EXHIBIT 4(g)6
FIRST AMENDMENT TO
SECOND AMENDED AND RESTATED SECURITY AGREEMENT
This First Amendment dated as of September 7, 2001, by and between
Credit Acceptance Corporation, a Michigan corporation (the "Company"), the
Subsidiaries of the Company from time to time parties hereto (collectively, with
the Company, and either or any of them, the "Debtors" and individually, each a
"Debtor") and Comerica Bank, a Michigan banking corporation ("Comerica"), as
agent (in such capacity, the "Collateral Agent") for the benefit of the
"Lenders", the "Noteholders" and the "Future Debt Holders" (each as referred to
in the Security Agreement, defined below).
R E C I T A L S:
A. Pursuant to the Credit Agreement and the Senior Debt Documents (each
as defined in the Security Agreement), Debtors executed and delivered to the
Collateral Agent that certain Second Amended and Restated Security Agreement
dated as of June 11, 2001 (the "Security Agreement").

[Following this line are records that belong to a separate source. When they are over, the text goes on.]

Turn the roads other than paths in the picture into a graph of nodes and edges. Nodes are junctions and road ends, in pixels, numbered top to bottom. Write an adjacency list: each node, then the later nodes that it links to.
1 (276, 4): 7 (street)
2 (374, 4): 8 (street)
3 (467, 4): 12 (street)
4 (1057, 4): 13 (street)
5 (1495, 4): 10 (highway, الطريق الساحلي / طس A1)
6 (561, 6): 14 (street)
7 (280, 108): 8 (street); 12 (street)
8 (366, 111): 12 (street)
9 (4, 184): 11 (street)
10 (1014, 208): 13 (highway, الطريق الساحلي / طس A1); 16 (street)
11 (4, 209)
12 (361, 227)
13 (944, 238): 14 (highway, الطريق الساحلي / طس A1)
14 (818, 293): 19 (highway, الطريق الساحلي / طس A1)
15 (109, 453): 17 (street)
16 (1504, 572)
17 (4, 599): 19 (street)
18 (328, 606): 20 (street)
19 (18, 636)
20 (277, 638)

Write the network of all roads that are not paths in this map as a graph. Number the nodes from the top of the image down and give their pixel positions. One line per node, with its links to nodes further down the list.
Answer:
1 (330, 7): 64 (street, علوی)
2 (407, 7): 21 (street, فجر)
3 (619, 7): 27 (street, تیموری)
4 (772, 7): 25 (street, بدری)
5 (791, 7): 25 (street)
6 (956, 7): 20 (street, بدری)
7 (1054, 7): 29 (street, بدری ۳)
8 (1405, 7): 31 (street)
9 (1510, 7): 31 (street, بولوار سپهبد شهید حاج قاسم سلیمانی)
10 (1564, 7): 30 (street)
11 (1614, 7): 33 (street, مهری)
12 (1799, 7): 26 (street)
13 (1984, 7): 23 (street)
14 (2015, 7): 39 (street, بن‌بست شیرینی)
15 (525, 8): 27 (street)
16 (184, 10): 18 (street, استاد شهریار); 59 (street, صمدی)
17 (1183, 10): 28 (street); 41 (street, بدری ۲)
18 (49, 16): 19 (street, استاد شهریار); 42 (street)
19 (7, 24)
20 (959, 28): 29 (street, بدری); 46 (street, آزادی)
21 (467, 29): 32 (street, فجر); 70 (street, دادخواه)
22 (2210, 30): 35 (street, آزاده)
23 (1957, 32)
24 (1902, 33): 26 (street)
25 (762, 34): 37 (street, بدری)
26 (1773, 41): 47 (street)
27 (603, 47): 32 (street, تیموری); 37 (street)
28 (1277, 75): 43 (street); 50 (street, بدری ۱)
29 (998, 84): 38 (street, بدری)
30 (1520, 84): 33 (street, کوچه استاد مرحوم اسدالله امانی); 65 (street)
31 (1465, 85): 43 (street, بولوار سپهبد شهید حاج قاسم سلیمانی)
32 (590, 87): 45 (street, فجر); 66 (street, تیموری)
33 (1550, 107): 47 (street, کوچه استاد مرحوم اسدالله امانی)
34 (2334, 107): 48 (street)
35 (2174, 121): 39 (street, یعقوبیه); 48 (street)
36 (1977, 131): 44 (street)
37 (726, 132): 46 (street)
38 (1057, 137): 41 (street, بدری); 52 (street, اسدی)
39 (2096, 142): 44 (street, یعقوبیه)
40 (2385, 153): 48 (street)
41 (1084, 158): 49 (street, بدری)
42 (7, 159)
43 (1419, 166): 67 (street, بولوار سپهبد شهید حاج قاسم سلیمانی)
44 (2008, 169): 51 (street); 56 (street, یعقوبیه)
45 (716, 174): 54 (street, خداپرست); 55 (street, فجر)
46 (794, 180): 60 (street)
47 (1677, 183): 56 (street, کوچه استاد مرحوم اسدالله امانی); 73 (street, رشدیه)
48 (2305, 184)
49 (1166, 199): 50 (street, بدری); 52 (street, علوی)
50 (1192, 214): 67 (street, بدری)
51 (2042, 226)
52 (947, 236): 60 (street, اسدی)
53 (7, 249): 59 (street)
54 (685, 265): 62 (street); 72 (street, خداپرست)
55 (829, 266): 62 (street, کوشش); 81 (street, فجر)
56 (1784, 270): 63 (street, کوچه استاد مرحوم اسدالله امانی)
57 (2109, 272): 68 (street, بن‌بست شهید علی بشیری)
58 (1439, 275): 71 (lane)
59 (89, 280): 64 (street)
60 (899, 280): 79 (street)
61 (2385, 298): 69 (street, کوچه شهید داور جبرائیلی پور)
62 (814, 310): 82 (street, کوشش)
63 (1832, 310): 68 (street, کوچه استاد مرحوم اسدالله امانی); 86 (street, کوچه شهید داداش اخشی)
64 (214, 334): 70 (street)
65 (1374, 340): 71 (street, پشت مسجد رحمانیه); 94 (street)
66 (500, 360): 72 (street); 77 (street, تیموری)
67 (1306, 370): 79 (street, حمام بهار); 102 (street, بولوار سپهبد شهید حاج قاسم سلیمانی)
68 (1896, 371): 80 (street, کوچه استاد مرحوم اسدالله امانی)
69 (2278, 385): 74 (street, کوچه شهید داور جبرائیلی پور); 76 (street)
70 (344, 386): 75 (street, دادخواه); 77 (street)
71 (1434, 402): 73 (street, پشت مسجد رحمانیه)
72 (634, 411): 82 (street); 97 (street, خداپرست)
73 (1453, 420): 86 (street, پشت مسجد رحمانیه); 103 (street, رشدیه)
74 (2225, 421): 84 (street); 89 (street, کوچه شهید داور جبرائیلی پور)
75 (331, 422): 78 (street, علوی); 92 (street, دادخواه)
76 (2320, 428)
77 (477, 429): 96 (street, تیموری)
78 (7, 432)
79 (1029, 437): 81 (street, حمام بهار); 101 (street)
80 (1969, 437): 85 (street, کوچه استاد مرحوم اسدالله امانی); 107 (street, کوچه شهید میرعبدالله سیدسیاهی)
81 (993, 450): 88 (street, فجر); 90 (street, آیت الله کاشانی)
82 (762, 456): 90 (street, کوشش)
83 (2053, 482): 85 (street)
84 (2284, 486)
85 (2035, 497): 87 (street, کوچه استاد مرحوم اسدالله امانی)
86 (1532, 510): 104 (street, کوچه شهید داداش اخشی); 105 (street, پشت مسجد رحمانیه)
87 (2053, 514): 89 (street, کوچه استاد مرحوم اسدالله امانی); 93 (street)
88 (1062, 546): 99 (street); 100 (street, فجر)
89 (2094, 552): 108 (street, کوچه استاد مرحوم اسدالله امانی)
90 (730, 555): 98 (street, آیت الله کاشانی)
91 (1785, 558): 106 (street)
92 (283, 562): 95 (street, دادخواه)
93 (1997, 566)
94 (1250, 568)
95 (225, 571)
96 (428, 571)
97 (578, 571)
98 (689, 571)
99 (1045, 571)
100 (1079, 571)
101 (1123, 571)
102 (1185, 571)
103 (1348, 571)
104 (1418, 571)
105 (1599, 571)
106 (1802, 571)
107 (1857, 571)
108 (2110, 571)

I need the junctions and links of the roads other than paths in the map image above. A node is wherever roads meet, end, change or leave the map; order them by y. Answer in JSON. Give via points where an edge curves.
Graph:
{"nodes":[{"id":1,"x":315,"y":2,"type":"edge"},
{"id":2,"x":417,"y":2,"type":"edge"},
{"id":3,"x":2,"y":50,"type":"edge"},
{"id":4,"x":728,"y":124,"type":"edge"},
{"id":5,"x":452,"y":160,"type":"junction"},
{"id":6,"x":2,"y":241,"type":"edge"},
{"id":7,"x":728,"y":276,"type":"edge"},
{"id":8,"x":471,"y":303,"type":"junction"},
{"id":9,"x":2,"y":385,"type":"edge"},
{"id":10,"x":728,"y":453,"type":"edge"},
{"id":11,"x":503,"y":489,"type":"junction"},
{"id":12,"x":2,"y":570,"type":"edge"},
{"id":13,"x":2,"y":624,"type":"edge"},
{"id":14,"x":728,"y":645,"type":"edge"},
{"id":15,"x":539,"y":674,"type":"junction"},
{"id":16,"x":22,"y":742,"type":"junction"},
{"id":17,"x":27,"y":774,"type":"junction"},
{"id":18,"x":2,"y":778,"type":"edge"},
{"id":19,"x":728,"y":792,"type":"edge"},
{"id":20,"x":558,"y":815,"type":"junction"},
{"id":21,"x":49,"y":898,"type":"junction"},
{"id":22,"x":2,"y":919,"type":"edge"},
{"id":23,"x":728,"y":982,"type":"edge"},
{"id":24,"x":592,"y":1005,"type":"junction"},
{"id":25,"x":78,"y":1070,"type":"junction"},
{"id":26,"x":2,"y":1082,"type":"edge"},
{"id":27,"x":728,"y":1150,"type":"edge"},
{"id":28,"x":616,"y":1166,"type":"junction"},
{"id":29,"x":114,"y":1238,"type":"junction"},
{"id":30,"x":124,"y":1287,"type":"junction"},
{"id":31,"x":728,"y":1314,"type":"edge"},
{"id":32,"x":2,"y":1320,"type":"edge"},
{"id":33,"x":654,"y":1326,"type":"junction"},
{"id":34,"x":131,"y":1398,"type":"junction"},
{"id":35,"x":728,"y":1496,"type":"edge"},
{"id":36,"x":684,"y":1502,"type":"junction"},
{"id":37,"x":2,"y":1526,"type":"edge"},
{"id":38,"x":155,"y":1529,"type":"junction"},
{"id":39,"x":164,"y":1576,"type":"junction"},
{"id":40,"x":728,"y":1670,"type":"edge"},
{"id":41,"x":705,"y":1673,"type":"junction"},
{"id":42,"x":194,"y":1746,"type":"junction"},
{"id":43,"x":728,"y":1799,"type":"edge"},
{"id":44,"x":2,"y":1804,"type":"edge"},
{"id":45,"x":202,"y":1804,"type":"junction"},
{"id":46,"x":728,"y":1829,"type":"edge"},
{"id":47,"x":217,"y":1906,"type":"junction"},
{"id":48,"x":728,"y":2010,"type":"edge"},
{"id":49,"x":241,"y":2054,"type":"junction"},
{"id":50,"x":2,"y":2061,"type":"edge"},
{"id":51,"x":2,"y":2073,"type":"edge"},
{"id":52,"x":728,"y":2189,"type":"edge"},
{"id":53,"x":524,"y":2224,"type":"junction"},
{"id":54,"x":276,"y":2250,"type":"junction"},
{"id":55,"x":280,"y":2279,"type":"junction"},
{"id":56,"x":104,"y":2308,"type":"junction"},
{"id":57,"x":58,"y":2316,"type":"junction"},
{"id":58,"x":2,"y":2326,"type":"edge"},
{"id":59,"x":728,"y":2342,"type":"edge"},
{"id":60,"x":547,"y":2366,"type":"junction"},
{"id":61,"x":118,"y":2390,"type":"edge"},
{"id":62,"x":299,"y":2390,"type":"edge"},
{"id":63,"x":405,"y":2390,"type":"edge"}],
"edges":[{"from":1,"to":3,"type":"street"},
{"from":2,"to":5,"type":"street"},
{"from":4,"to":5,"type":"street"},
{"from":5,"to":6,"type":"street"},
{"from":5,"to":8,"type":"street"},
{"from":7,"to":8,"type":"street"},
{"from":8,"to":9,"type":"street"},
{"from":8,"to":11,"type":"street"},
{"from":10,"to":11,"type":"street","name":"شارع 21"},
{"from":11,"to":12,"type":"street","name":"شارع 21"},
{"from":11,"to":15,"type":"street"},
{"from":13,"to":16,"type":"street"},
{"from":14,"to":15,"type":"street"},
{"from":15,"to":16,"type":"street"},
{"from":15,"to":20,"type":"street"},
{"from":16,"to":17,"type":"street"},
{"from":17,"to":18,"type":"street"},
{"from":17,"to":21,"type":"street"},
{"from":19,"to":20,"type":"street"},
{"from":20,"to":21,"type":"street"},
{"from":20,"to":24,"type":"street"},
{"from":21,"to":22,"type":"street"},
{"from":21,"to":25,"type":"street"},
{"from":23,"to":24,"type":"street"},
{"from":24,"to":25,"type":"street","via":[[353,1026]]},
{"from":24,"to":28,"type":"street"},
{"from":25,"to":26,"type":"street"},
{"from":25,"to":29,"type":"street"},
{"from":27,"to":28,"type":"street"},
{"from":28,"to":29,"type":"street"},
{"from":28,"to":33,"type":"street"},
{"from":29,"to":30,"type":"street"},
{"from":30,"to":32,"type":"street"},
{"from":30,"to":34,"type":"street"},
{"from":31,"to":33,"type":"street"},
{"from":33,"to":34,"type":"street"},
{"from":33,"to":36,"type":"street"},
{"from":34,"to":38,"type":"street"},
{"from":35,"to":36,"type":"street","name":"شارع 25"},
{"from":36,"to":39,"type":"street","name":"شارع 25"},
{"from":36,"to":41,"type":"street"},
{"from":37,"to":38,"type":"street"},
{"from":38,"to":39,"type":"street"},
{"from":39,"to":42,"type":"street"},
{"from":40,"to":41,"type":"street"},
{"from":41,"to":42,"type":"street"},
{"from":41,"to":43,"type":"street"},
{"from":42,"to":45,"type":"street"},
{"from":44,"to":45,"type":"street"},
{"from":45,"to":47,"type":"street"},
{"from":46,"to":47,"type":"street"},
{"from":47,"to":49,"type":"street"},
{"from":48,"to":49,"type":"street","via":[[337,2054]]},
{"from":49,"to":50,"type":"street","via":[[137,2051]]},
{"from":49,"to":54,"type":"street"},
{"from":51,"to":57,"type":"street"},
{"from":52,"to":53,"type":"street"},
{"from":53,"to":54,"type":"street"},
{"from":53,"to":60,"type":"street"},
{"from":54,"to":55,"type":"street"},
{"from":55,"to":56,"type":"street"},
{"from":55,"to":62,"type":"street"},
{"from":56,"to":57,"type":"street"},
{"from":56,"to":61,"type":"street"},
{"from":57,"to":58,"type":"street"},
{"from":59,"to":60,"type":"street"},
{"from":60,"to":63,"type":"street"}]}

B. Debtors and the Collateral Agent desire to amend the Security
Agreement as set forth below.
The parties agree as follows:
1. Section 1.1 of the Security Agreement is amended, as follows:
(a) The following new definitions are added to Section 1.1, and
inserted in appropriate alphabetical order:
"CAC Canada" means CAC of Canada, Limited, a corporation organized
under the laws of Canada.
"Percentage Limitation" means the lesser of: (i) all of the shares of
stock of CAC Canada owned or at any time and from time to time acquired
by the Company or any other Debtor and (ii) sixty-five percent (65%) of
the aggregate share capital of CAC Canada at any time or from time to
time issued and outstanding determined in accordance with Section 956
of the Internal Revenue Code of 1986, as amended from time to time, and
the regulations promulgated thereunder.
"Pledged Canadian Shares" means those shares of stock of CAC Canada
from time to time subject to the security interest and lien established
hereby, as set forth in Section 2.1(i) of this Agreement.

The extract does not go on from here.